The formula for compound interest is:
A = P (1+r/n)nt
Where:
A – Compound interest
P – Principal (N2,000,000)
r – interest rate (10%)
n – number of compounding periods
t – number of years (5 years)
At the end of the five-year period, you would earn an interest of N1,221,020. With higher compounding periods, the interest earned would be higher. When interest is compounded more frequently, you earn interest on interest more often, leading to a faster growth of your money, especially when investing for a long-term.
Compounding shows the importance of starting your saving and investment journey early. Time is of the essence when saving or investing. The earlier you invest, the more effective compounding is for you.
For instance, Bola starts saving a sum of N100,000 per month towards retirement at an interest rate of 5% annually at age 21 while Temi also starts saving the same sum at the same rate at age 30 every month. If they save this way till they become 50 years old, Bola would have an accumulated sum of N59.2 million and Temi would have an accumulated sum of N39.7 million. Bola was able to gain more returns on her savings because she started earlier.
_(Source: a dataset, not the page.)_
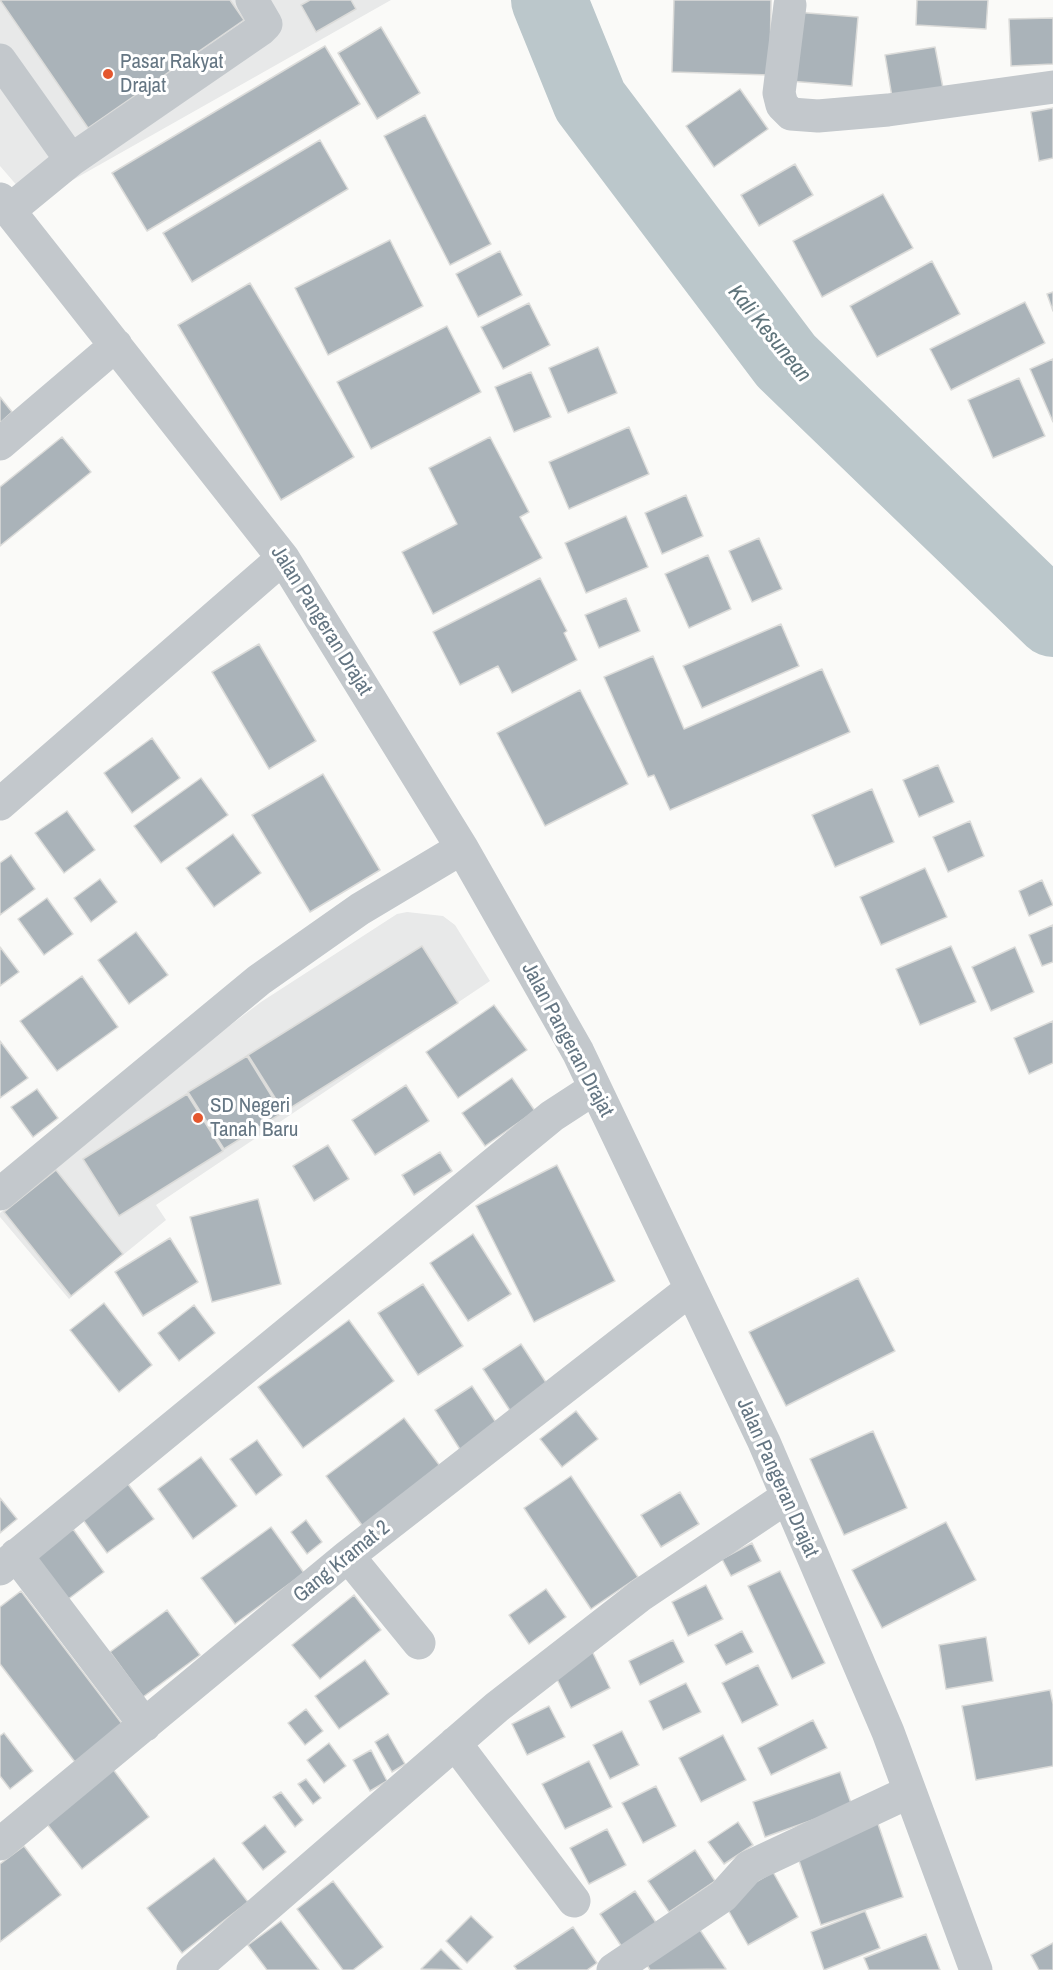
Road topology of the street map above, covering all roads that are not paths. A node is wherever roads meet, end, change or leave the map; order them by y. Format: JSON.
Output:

By starting early and being consistent, you would gain optimum benefits from the power of compounding.
How is compounding beneficial to me?
- Wealth creation: Through compounding, the amount of money you invest grows faster, especially when you invest for the long-term. Even if you start with a small amount, compounding can turn your money into a significant amount over time. The process of building wealth is accelerated by reinvesting your returns and earning returns on your returns.
- Generation of passive income: Compounding helps you generate passive income as your money is put to work for you literally. Reinvested returns would create additional income streams for you easily.
- Eliminating the impact of short term market volatility: The power of compounding can help you eliminate the effect of short-term market volatility. Starting early and investing for the long-term would allow your money to grow steadily regardless of short-term market volatility.
Are there any potential downsides to compounding?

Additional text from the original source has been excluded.